By Felix Nkambeh Tih
ANKARA (AA) - Cameroon has deported 100,000 refugees who had fled violence by Boko Haram to Nigeria, since early 2015, the Human Rights Watch said Wednesday.
“In carrying out these deportations the Cameroonian soldiers have used extreme physical violence,” the New York-based rights group said in its latest report.
More than 4,000 refugees have been deported in the first seven and a half month of this year, the report said.
The group added that 70,000 refugees who had reached Cameroon’s Minawao refugee camp have limited access to food and water, and are not allowed to move freely.
Minawao camp was opened in July 2013 in northern Cameroon close to Nigeria. It is Cameroon’s only designated camp for Nigerian refugees.
The report added that refugees who have returned to Nigeria are at a risk of attack by Boko Haram militants.
''In April and May 2017, 13,000 returned from the camp to Nigeria, some of whom were killed in early September after Boko Haram attacked the Banki displacement camp where many had ended up,'' the report said.

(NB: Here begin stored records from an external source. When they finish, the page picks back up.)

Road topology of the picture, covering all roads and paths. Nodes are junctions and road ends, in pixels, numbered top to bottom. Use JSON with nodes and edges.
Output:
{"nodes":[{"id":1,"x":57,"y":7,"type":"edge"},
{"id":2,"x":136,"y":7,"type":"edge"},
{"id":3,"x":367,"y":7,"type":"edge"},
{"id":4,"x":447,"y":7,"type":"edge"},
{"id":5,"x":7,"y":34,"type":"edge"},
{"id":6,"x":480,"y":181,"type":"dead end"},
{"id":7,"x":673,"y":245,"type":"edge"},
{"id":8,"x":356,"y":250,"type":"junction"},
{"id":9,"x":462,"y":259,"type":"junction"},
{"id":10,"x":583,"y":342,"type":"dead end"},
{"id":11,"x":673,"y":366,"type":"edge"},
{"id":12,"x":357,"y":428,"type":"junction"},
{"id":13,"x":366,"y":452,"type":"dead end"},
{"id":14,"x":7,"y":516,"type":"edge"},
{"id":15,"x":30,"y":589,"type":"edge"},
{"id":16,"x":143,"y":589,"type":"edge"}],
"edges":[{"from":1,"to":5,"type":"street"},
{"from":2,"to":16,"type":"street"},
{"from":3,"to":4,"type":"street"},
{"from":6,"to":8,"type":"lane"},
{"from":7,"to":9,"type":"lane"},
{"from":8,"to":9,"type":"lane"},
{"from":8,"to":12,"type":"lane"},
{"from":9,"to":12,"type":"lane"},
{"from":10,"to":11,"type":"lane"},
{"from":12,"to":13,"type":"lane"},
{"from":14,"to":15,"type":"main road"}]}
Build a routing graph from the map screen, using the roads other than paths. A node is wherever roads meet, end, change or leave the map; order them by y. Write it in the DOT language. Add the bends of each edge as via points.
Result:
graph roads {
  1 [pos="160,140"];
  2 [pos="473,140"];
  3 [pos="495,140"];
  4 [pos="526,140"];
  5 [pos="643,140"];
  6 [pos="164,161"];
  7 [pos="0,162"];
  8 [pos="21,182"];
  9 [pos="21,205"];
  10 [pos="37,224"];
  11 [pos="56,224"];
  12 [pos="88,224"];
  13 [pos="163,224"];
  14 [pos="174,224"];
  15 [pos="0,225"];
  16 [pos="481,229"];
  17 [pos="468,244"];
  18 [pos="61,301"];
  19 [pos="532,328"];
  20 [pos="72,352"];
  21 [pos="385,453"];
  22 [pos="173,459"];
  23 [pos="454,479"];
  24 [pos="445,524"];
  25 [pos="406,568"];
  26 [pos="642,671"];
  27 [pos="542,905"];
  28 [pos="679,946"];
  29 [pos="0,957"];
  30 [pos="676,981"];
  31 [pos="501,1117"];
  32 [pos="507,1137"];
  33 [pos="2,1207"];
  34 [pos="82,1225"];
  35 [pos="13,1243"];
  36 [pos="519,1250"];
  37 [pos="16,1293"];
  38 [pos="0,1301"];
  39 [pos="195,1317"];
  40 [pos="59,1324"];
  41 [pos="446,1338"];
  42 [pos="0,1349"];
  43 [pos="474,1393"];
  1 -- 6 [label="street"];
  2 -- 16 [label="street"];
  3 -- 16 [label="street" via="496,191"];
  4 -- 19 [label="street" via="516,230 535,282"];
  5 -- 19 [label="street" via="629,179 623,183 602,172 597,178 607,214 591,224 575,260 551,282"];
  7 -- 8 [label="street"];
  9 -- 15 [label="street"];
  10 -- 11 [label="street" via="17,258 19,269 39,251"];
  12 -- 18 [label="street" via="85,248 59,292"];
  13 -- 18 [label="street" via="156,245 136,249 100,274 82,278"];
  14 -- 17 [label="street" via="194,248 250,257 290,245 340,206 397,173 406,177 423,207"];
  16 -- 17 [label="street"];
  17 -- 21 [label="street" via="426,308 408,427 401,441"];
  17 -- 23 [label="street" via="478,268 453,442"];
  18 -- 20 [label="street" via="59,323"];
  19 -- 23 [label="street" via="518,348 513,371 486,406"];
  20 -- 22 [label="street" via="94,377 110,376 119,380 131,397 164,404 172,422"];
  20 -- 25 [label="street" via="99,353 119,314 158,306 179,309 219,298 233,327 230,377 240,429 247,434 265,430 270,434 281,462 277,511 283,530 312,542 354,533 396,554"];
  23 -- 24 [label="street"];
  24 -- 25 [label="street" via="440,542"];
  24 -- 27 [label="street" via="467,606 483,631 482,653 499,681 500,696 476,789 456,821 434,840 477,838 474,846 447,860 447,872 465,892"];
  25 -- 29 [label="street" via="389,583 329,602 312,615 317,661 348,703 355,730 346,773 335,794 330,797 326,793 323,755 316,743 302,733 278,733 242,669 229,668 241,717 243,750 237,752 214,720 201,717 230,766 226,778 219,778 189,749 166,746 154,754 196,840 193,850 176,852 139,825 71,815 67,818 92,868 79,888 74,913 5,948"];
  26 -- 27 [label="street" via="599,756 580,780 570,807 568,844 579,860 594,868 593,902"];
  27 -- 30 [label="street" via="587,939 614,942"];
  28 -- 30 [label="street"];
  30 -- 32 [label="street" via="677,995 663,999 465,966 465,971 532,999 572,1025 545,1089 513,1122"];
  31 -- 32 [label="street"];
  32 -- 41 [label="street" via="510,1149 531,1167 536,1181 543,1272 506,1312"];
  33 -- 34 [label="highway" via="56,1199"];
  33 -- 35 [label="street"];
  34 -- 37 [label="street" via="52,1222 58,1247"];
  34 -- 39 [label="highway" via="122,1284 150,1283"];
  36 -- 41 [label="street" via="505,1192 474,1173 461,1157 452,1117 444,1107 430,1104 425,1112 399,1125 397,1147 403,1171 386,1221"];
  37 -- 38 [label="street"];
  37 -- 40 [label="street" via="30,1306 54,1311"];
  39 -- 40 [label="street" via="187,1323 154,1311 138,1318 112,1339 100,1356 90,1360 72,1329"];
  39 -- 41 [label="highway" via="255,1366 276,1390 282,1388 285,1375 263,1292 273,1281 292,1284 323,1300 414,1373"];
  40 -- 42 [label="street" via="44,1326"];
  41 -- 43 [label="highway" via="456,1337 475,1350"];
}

''Cameroon’s army has been aggressively screening newly arriving Nigerians at the border, subjecting some to torture and other forms of abuse, and containing them in far-flung and under-serviced border villages and informal refugee settlements,'' it said.
In the last eight years Boko Haram's violence has left 10.7 million people across the Lake Chad region in need of emergency assistance, according to the UN.
Cameroon is part of a regional task force that aims to eradicate the militant group that has so far killed more than 2,000 people in the country, according to government officials.
Boko Haram seized some areas in Nigeria and declared a ‘caliphate’ in 2013 until the military recaptured the districts in early 2015.
Around 26 million people in the Lake Chad region have been affected by Boko Haram violence and more than 2.6 million displaced, according to the UN.